Task to carry out => Please return every line in the following data that includes the string "Calle".

------

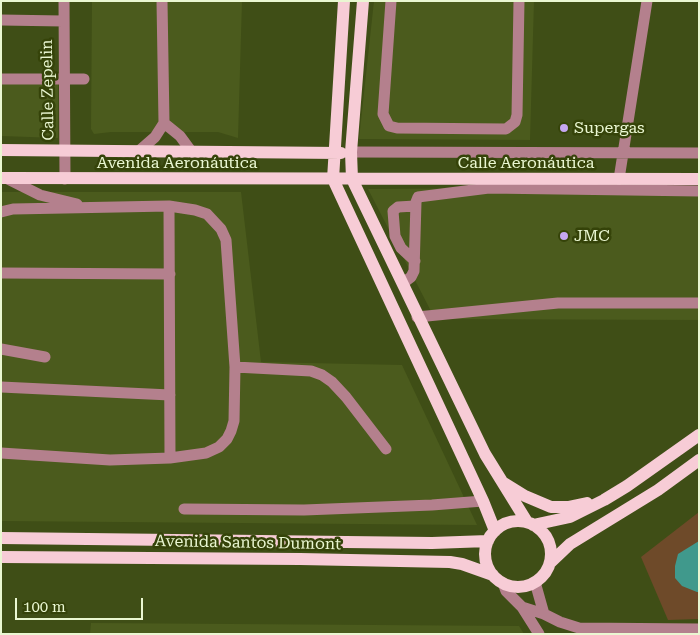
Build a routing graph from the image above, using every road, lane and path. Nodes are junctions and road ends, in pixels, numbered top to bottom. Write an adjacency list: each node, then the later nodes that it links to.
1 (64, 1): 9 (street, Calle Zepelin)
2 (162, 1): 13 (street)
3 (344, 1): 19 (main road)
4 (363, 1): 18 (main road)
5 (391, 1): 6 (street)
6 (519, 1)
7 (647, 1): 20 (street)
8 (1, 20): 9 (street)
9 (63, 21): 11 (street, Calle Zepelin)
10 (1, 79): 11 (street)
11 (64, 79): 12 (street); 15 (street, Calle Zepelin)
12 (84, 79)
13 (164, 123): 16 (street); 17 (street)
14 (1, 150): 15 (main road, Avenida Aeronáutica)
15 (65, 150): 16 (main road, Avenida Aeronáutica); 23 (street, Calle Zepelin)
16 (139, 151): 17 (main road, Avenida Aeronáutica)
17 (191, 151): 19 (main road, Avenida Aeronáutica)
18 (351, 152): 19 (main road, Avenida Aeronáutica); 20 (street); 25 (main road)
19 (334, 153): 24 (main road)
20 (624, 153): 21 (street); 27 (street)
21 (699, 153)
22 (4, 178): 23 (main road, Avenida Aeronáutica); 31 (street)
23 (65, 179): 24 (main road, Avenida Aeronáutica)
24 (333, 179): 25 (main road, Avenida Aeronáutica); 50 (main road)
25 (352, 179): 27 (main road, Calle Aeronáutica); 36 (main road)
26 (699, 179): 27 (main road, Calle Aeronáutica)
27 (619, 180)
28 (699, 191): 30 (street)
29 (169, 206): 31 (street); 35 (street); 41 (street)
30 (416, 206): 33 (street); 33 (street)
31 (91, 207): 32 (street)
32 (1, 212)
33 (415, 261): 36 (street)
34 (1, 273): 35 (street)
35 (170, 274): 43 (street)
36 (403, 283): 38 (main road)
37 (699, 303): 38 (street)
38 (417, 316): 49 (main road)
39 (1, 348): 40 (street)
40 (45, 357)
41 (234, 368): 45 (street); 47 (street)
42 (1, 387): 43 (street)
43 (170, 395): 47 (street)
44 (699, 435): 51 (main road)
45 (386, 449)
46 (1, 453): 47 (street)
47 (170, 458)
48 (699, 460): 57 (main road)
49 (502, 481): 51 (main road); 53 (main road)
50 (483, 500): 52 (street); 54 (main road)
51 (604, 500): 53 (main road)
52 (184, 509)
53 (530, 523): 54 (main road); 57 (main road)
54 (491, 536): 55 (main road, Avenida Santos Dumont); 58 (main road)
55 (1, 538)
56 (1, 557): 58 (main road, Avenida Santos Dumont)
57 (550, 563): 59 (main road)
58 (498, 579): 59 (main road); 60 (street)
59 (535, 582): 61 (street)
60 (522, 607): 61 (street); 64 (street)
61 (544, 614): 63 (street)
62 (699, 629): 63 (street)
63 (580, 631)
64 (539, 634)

------

Completed exercise =>
1 (64, 1): 9 (street, Calle Zepelin)
9 (63, 21): 11 (street, Calle Zepelin)
11 (64, 79): 12 (street); 15 (street, Calle Zepelin)
15 (65, 150): 16 (main road, Avenida Aeronáutica); 23 (street, Calle Zepelin)
25 (352, 179): 27 (main road, Calle Aeronáutica); 36 (main road)
26 (699, 179): 27 (main road, Calle Aeronáutica)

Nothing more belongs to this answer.